China needs support to influence N.Korea

By Chen Heying Source:Global Times Published: 2016-2-15 1:13:01

Pressure could risk escalating tensions


A girl on Sunday uses binoculars to watch the North side near the border village of Panmunjom, which has separated the two Koreas since the Korean War, in Paju, South Korea. North Korea has formed a new military unit to deploy an intercontinental ballistic missile, Yonhap News Agency reported Sunday. Photo: AP



 The US and its allies should cooperate with China rather than add pressure which could risk raising tensions on the Korean Peninsula, experts said Sunday, as the global fallout from recent missile and nuclear tests continues to rumble.

China and North Korea are two independent sovereign states, so China's efforts in persuading its neighbor to give up nuclear weapons should not be seen as an attempt to maintain any control over North Korea even as the country has posed a threat to border security in China, Lü Chao, a research fellow at the Liaoning Academy of Social Sciences told the Global Times.

"Instead of deepening rifts over the North Korean nuclear issue by pressuring China to endorse their military deployment and sanctions, the US and South Korea should align themselves with China to persuade North Korea into negotiations," Lü said.

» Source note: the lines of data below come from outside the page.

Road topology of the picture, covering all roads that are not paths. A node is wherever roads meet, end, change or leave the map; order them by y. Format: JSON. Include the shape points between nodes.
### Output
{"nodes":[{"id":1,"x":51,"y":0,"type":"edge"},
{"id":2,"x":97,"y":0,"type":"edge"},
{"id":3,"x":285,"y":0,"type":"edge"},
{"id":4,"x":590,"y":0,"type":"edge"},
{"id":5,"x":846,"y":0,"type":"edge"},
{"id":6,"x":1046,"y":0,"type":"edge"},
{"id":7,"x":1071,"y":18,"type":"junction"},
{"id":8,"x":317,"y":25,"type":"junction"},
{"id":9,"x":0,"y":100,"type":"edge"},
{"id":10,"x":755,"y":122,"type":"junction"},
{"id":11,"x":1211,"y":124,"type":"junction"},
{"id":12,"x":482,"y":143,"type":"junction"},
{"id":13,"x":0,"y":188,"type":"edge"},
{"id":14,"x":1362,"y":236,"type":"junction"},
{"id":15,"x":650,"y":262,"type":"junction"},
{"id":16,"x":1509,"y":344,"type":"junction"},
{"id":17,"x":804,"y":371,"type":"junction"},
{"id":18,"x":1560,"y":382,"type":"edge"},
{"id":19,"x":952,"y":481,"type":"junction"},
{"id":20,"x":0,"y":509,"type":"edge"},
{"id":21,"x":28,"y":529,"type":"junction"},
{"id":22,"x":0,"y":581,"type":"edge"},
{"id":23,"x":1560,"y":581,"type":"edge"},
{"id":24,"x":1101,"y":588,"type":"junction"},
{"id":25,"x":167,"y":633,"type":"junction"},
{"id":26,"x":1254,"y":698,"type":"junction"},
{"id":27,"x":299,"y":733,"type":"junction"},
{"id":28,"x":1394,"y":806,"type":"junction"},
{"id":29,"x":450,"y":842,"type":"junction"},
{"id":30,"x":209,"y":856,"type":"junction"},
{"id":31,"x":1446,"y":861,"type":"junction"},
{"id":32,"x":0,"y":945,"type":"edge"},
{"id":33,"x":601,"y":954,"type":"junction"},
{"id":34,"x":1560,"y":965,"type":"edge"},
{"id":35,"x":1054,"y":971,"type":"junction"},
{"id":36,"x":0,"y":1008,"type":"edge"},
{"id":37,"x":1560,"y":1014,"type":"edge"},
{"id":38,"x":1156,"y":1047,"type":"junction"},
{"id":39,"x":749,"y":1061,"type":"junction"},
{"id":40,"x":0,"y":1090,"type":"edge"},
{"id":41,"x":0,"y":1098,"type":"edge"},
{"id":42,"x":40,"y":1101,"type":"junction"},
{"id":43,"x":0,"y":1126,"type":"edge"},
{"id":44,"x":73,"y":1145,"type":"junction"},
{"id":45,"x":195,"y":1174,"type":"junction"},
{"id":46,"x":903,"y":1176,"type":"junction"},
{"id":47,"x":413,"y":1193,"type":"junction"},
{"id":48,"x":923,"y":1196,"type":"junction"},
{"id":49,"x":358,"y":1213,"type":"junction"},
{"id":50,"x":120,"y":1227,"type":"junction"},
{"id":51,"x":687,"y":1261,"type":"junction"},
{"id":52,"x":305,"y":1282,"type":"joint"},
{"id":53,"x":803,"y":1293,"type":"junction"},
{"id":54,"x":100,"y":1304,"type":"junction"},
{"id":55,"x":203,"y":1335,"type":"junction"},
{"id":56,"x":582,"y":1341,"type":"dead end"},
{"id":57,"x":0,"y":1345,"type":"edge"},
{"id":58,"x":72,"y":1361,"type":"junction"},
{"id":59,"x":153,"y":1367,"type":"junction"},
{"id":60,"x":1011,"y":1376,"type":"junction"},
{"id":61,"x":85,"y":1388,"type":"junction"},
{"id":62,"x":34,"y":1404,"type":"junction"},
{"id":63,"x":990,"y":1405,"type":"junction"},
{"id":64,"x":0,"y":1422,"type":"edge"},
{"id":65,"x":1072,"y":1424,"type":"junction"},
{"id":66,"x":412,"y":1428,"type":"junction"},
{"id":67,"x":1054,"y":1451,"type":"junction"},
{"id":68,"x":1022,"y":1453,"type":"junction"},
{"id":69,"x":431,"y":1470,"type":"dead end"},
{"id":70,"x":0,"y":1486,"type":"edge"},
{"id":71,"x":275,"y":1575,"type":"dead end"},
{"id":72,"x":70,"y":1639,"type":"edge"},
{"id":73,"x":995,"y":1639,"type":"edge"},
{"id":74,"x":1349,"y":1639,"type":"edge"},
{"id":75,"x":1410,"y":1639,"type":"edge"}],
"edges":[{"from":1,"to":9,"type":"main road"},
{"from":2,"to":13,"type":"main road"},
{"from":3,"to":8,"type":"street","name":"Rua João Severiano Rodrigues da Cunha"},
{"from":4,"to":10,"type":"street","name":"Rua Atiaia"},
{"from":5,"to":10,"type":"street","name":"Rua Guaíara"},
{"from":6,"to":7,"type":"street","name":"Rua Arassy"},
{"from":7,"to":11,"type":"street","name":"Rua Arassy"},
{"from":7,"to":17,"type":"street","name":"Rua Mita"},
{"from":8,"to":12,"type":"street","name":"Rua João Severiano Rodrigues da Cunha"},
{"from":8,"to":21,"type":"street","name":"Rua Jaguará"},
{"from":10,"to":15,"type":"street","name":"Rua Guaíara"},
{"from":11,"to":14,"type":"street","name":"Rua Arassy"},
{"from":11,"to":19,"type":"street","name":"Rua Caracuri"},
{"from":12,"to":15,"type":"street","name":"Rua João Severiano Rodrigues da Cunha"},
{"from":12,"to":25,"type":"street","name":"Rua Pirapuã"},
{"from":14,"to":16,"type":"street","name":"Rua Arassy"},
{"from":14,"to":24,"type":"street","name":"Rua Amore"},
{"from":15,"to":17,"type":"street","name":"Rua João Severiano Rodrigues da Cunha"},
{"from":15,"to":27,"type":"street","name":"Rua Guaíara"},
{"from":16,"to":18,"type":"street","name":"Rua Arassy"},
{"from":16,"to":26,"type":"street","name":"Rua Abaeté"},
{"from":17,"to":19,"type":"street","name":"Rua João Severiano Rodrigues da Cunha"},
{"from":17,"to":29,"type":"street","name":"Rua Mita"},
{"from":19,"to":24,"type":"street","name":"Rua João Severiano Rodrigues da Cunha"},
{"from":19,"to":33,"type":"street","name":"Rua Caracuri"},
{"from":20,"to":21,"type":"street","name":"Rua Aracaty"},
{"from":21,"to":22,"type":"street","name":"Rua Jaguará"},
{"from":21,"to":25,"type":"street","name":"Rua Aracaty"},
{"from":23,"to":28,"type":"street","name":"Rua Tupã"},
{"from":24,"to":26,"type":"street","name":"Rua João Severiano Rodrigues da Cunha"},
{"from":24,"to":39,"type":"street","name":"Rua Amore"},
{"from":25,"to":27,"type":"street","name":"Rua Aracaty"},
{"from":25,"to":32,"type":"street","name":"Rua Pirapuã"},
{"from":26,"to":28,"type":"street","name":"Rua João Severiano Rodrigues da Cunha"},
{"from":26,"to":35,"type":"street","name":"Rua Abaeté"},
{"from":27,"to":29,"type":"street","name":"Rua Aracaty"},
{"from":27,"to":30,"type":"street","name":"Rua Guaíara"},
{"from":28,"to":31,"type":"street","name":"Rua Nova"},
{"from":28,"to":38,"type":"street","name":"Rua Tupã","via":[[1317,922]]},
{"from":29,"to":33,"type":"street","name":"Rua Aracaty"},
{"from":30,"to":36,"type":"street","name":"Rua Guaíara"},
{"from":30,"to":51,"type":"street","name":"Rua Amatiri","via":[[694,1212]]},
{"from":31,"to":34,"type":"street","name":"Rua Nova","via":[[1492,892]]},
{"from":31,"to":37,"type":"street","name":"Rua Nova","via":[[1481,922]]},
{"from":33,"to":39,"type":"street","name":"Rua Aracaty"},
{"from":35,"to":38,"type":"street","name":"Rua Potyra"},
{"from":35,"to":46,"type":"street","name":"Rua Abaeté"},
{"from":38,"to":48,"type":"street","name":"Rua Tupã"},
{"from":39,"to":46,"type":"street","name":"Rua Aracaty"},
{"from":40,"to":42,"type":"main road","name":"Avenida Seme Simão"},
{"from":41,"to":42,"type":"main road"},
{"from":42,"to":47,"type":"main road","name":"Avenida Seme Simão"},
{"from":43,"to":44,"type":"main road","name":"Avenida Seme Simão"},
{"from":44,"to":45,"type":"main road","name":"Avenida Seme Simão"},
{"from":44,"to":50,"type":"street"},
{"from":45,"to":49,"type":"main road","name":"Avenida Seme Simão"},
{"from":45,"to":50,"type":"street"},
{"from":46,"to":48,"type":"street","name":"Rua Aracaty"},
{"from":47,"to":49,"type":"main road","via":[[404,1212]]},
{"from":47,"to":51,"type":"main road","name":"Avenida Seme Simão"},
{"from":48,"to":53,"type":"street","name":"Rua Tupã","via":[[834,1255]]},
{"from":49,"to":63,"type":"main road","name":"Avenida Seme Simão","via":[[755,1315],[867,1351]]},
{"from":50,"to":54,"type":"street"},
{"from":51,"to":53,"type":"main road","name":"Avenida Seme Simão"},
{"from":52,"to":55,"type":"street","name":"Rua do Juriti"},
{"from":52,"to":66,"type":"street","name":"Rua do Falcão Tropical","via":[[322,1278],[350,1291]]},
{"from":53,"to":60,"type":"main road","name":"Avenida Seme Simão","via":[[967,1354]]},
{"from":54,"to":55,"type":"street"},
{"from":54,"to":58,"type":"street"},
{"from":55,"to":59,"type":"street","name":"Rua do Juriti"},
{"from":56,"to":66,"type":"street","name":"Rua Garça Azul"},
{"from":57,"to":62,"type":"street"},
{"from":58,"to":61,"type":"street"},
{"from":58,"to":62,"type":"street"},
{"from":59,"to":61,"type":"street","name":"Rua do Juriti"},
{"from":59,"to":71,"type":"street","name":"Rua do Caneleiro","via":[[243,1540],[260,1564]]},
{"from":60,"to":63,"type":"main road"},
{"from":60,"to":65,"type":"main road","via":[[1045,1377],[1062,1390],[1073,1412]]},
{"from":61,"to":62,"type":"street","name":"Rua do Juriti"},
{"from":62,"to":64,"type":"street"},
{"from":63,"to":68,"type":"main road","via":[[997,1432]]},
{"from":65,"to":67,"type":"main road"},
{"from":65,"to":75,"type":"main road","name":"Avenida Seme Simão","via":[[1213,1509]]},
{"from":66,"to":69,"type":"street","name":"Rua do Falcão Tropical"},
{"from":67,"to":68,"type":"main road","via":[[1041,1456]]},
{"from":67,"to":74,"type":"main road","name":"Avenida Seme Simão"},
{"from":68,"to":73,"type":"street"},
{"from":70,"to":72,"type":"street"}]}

Senior Chinese lawmaker Fu Ying told an international security conference Saturday that China is in no way attempting to control its neighbor.

"China never believes it should control any country, nor wishes to be controlled by others," Fu, chairwoman of the Foreign Affairs Committee of the National People's Congress of China, said at the Munich Security Conference in Munich, Germany, in response to a question as to whether China has lost full control over North Korea.

"That's a typical Western question," she was quoted by the Xinhua News Agency as saying.

"China will fulfill its obligations, but it cannot take over the US' obligations. The US should not always try to outsource its problems to China," said Fu. "The key to solving concerns over North Korea security lies in the Americans' hands."

New missile unit

North Korea has formed a new military unit to deploy an intercontinental ballistic missile, South Korea's Yonhap News Agency reported Sunday.

The KN-08 Brigade, designated after the road-mobile intercontinental ballistic missile, will become a subordinate unit of the Strategic Forces, which supervises all missile units in North Korea, the report said.

The KN-08 missile would have an estimated range of over 5,500 kilometers, which "would likely be capable of reaching much of the continental US," the Pentagon was quoted by Bloomberg as saying on Saturday.

Fu said at the security forum that the US was demanding cooperation with China while considering deployment of the Terminal High Altitude Area Defense missile system in South Korea, which makes Chinese people confused and angry. 

South Korea and the US are expected to begin talks next week on the possible deployment of the system. The US deployed an additional Patriot missile defense unit in South Korea in response to recent North Korean provocations, Reuters reported on Saturday.

South Korean President Park Geun-hye was "very disappointed" at China's sanction measures that were not proactive enough, Seoul-based Chosun Ilbo newspaper quoted close sources as saying on Friday.

However, more US military facilities in South Korea have had no effect on curbing North Korea's nuclear program, Lü said.

"The US and its ally South Korea should collaborate with China to bring North Korea back on track by pledging not to threaten its national security," Zhou Yongsheng, a professor at China Foreign Affairs University told the Global Times.

US pressure on South Korea to deploy missile defense systems is also aimed at Russia and China, Zhou added.

Weakened ties

Since the 1970s, ties between the two socialist neighbors have weakened.

China has prioritized national interests while attaching less importance to the coincidence of ideology, citing the different systems of leadership as an example, said Zhou, as unlike North Korea, China features central collective leadership.

North Korea firmly insists on a planned rather than a market economy and has drifted away since China took on reform and opening-up, Lü noted.

North Korea previously had taken advantage of disputes between China and the former Soviet Union, which both strived to draw North Korea over to their side by providing more economic aid than the other, said Zhang Liangui, a professor of Korean Peninsula issues at the Party School of the Communist Party of China Central Committee.

After the collapse of the Soviet Union, it became unnecessary for China to forge such a close relationship with North Korea, Zhang said.